Очевидно, что в методологическом индивидуализме действуют социологический редукционизм и психо- (или праксио-) логический атомизм, определяющие содержание идеальных объяснений в точ­ном изоморфном соответствии с фиксирующими их форму теоре­тическим редукционизмом и онтологическим атомизмом 17. В нем, таким образом, особо полно выражена та пара, определяющая метод и объект исследования (а именно, социологический индивидуализм и онтологический эмпиризм), которая, как я утверждал раньше... структурирует практику современного обществоведения.

Реляционную концепцию предмета социологии можно сопоста­вить не только с индивидуалистской концепцией, поясняемой на примере утилитаристской теории, но и с тем, что я буду называть «коллективистской» концепцией, лучше всего представленной, ве­роятно, работами Дюркгейма с их сильнейшим упором на понятие группы. Разумеется, группа Дюркгейма — это не группа Поппера. Она, если призвать на помощь сартровскую аналогию, более похо­жа на сплав, чем на дискретный ряд18. (,..)Тем не менее ключевые понятия Дюркгейма, такие, как «коллективное сознание», «органи­ческая» против «механической» солидарности, «аномия» и т.д., — все получают смысл от их связи с идеей коллективной природы со­циальных явлений.
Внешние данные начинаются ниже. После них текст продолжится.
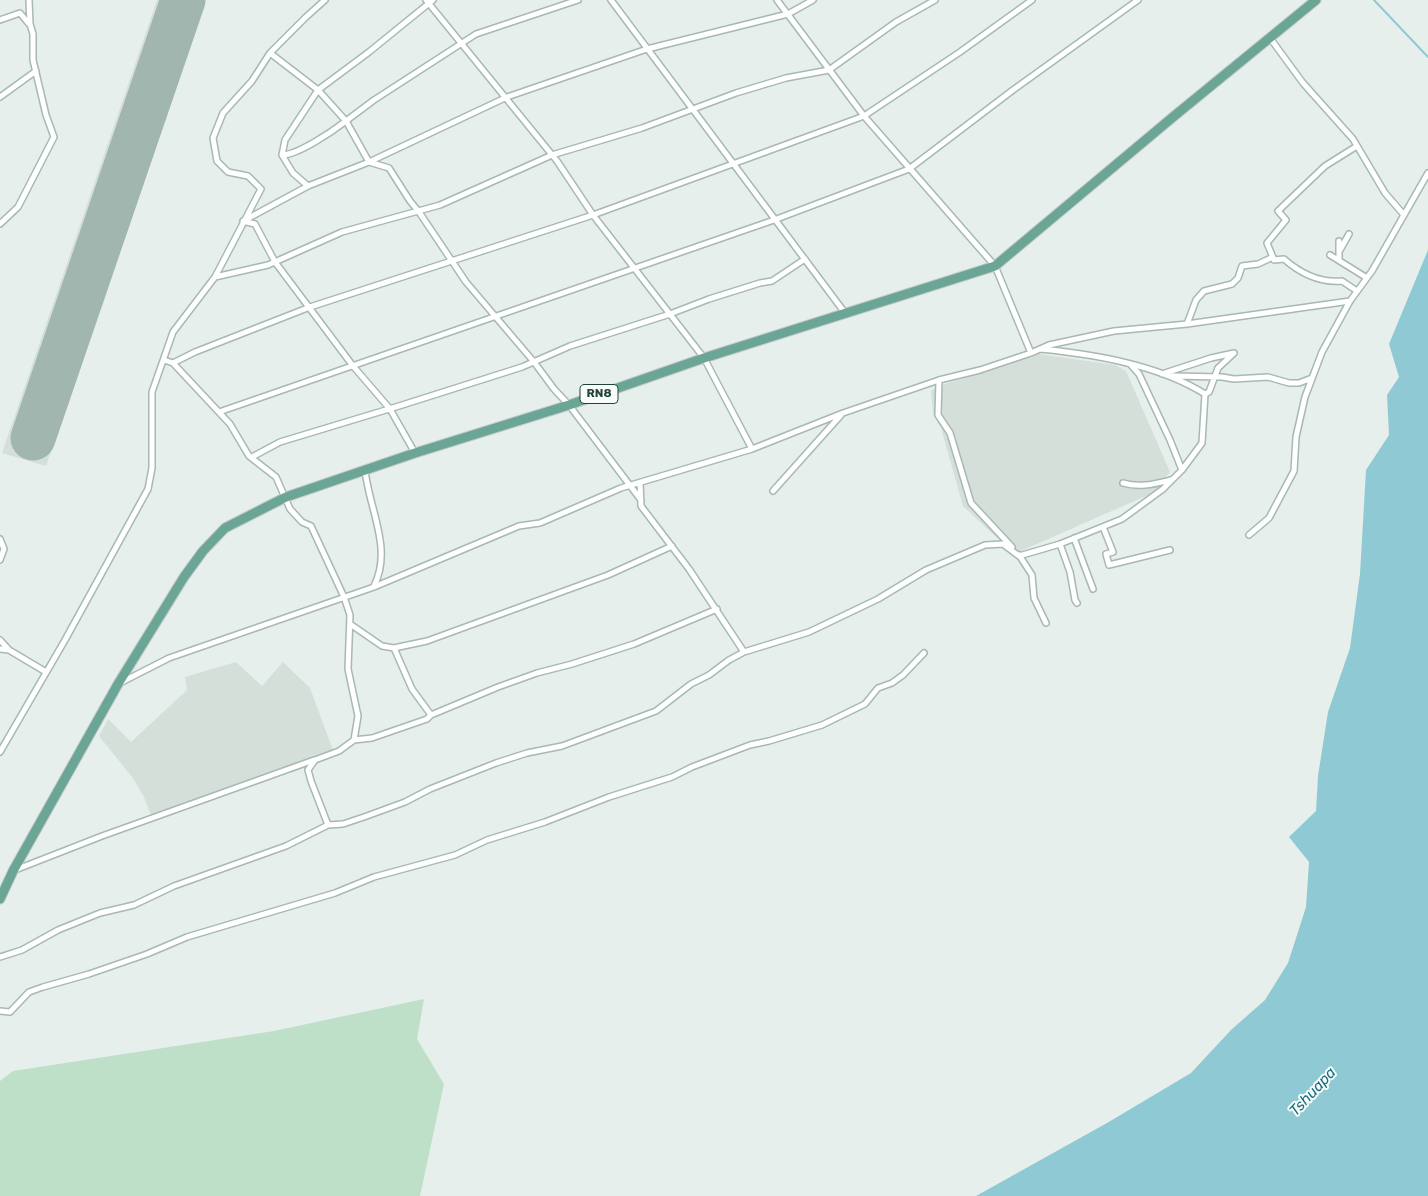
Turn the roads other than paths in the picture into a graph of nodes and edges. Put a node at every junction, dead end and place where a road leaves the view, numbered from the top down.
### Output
1 (28, 0) edge
2 (324, 0) edge
3 (578, 0) edge
4 (611, 0) edge
5 (777, 0) edge
6 (813, 0) edge
7 (935, 0) edge
8 (1032, 0) edge
9 (1138, 0) edge
10 (1316, 0) edge
11 (429, 1) edge
12 (788, 14) junction
13 (0, 20) edge
14 (30, 24) junction
15 (1270, 38) junction
16 (461, 43) junction
17 (647, 49) junction
18 (270, 54) junction
19 (829, 70) junction
20 (36, 71) junction
21 (318, 90) junction
22 (0, 97) edge
23 (507, 97) junction
24 (692, 110) junction
25 (864, 116) junction
26 (346, 121) junction
27 (1357, 146) junction
28 (282, 155) junction
29 (552, 155) junction
30 (369, 162) junction
31 (734, 164) junction
32 (909, 169) junction
33 (1428, 173) edge
34 (308, 186) junction
35 (419, 212) junction
36 (593, 215) junction
37 (1404, 215) junction
38 (774, 220) junction
39 (243, 221) junction
40 (0, 224) edge
41 (1350, 234) dead end
42 (1339, 241) dead end
43 (1340, 250) junction
44 (1330, 255) dead end
45 (1273, 257) junction
46 (805, 259) junction
47 (1339, 260) junction
48 (452, 261) junction
49 (275, 262) junction
50 (995, 266) junction
51 (634, 268) junction
52 (214, 277) junction
53 (1367, 278) junction
54 (1357, 291) junction
55 (1350, 301) junction
56 (310, 307) junction
57 (845, 313) junction
58 (670, 314) junction
59 (495, 316) junction
60 (1188, 324) junction
61 (1040, 349) junction
62 (1031, 353) junction
63 (704, 358) junction
64 (164, 360) junction
65 (534, 362) junction
66 (173, 363) junction
67 (1130, 364) junction
68 (352, 366) junction
69 (1165, 375) junction
70 (1214, 377) junction
71 (1312, 378) junction
72 (939, 380) junction
73 (1205, 394) junction
74 (569, 405) junction
75 (390, 409) junction
76 (219, 412) junction
77 (843, 412) junction
78 (752, 449) junction
79 (415, 453) junction
80 (252, 458) junction
81 (365, 470) junction
82 (1182, 470) junction
83 (1173, 480) junction
84 (640, 483) junction
85 (1123, 483) dead end
86 (629, 486) junction
87 (773, 491) dead end
88 (286, 497) junction
89 (641, 500) junction
90 (1103, 527) junction
91 (1249, 535) dead end
92 (1074, 538) junction
93 (0, 539) edge
94 (1060, 544) junction
95 (672, 546) junction
96 (1170, 550) dead end
97 (1019, 556) junction
98 (0, 560) edge
99 (374, 587) junction
100 (1093, 589) dead end
101 (344, 597) junction
102 (1077, 603) dead end
103 (717, 609) junction
104 (350, 624) junction
105 (1046, 624) dead end
106 (0, 640) edge
107 (394, 648) junction
108 (0, 649) edge
109 (9, 650) junction
110 (744, 652) junction
111 (924, 653) dead end
112 (46, 672) junction
113 (118, 684) junction
114 (431, 715) junction
115 (354, 740) junction
116 (0, 752) edge
117 (315, 760) junction
118 (328, 825) junction
119 (13, 871) junction
120 (0, 899) edge
121 (0, 958) edge
122 (0, 1011) edge

1 - 14 street
2 - 18 street
3 - 16 street
4 - 17 street
5 - 12 street
6 - 12 street
7 - 19 street
8 - 25 street
9 - 32 street
10 - 15 main road, RN8
11 - 16 street
11 - 21 street
12 - 17 street
12 - 19 street
13 - 14 street
14 - 20 street
15 - 27 street
15 - 50 main road, RN8
16 - 23 street
16 - 26 street
17 - 23 street
17 - 24 street
18 - 21 street
18 - 39 street
19 - 24 street
19 - 25 street
20 - 22 street
20 - 40 street
21 - 26 street
21 - 28 street
23 - 29 street
23 - 30 street
24 - 29 street
24 - 31 street
25 - 31 street
25 - 32 street
26 - 28 street
26 - 30 street
27 - 37 street
27 - 45 street
28 - 34 street
29 - 35 street
29 - 36 street
30 - 34 street
30 - 35 street
31 - 36 street
31 - 38 street
32 - 38 street
32 - 50 street
33 - 37 street
34 - 39 street
35 - 48 street
35 - 49 street
36 - 48 street
36 - 51 street
37 - 53 street
38 - 46 street
38 - 51 street
39 - 49 street
39 - 52 street
41 - 43 street
42 - 43 street
43 - 47 street
44 - 47 street
45 - 54 street
45 - 60 street
46 - 57 street
46 - 58 street
47 - 53 street
48 - 56 street
48 - 59 street
49 - 52 street
49 - 56 street
50 - 57 main road, RN8
50 - 62 street
51 - 58 street
51 - 59 street
52 - 64 street
53 - 54 street
54 - 55 street
55 - 60 street
55 - 71 street
56 - 66 street
56 - 68 street
57 - 63 main road, RN8
58 - 63 street
58 - 65 street
59 - 65 street
59 - 68 street
60 - 61 street
61 - 62 street
61 - 67 street
62 - 72 street
63 - 74 main road, RN8
63 - 78 street
64 - 66 street
64 - 112 street
65 - 74 street
65 - 75 street
66 - 76 street
67 - 69 street
67 - 82 street
68 - 75 street
68 - 76 street
69 - 70 street
69 - 70 street
69 - 73 street
70 - 71 street
70 - 73 street
71 - 91 street
72 - 77 street
72 - 97 street
73 - 82 street
74 - 79 main road, RN8
74 - 86 street
75 - 79 street
75 - 80 street
76 - 80 street
77 - 78 street
77 - 87 street
78 - 84 street
79 - 81 main road, RN8
80 - 88 street
81 - 88 main road, RN8
81 - 99 street
82 - 83 street
83 - 85 street
83 - 90 street
84 - 86 street
84 - 89 street
86 - 89 street
86 - 99 street
88 - 101 street
88 - 113 main road, RN8
89 - 95 street
90 - 92 street
90 - 96 street
92 - 94 street
92 - 100 street
93 - 98 street
94 - 97 street
94 - 102 street
95 - 103 street
95 - 107 street
97 - 105 street
97 - 110 street
99 - 101 street
101 - 104 street
101 - 113 street
103 - 110 street
103 - 114 street
104 - 107 street
104 - 115 street
106 - 109 street
107 - 114 street
108 - 109 street
109 - 112 street
110 - 118 street
111 - 122 street
112 - 116 street
113 - 119 main road, RN8
114 - 115 street
115 - 117 street
117 - 118 street
117 - 119 street
118 - 121 street
119 - 120 main road, RN8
Поэтому для Дюркгейма, по крайней мере в той степени, в какой он остается позитивистом, устойчивые отношения должны быть воссозданы из коллективных явлений; тогда как с реа-листской и реляционной точки зрения, выдвигаемой здесь, коллек­тивные явления рассматриваются главным образом как выражения устойчивых отношений. Заметим, что, по этой концепции, не только есть социология, по существу, не занимающаяся группой, но даже и социология, не занимающаяся поведением.

Если Дюркгейм сочетал коллективистскую концепцию социоло­гии с позитивистской методологией, то Вебер — неокантианскую методологию с еще, в основном, индивидуалистской концепцией со­циологии. Его разрыв с утилитаризмом совершается главным обра­зом на уровне формы действия или типа поведения, которые он го­тов признать, но не на уровне выбора единицы исследования. Зна­менательно, что точно так же как импульс, содержащийся в выделе­нии Дюркгеймом качественно новых свойств группы, тормозится его постоянным обращением к эмпирицистской эпистемологии, так и возможности, открываемые веберовским выделением идеального типа, сдерживаются его постоянной привязанностью к эмпири­цистской онтологии. В обоих случаях остаточный эмпирицизм сдер­живает и в конечном счете уничтожает реальное научное продвиже­ние 19. Ибо так же бесплодно пытаться укрепить понятие социаль­ного на основе категории группы, как пытаться обосновать понятие необходимости на опыте. Я думаю, что по-настоящему сделал по­пытку сочетать реалистскую онтологию и реляционную социоло­гию Маркс 20. Подытожим наши четыре направления обществен­ной мысли в таблице.

Таблица 2.1. Четыре направления общественной мысли

Утилитаризм

Вебер

Дюркгейм

Маркс

эмпирицистский неокантианский эмпирицистский реалистский

Индивидуалистский индивидуалистский коллективистский реляционный

NB. Понятия, относящиеся к методу (социальной эпистемологии), опираются на фундамент общей онтологии; понятия, относящиеся к объекту (социальной онтологии), подкреп­ляются общей эпистемологией.


Следует заметить, что поскольку отношения между отношения­ми, составляющие собственно предмет социологии, могут быть вну­тренними, то, вообще говоря, только категория тотальности в сос­тоянии адекватно выразить его. Некоторые проблемы, вытекающие из этого, будут рассмотрены ниже. Но сперва я хочу разобрать при­роду связи между обществом и сознательной деятельностью людей.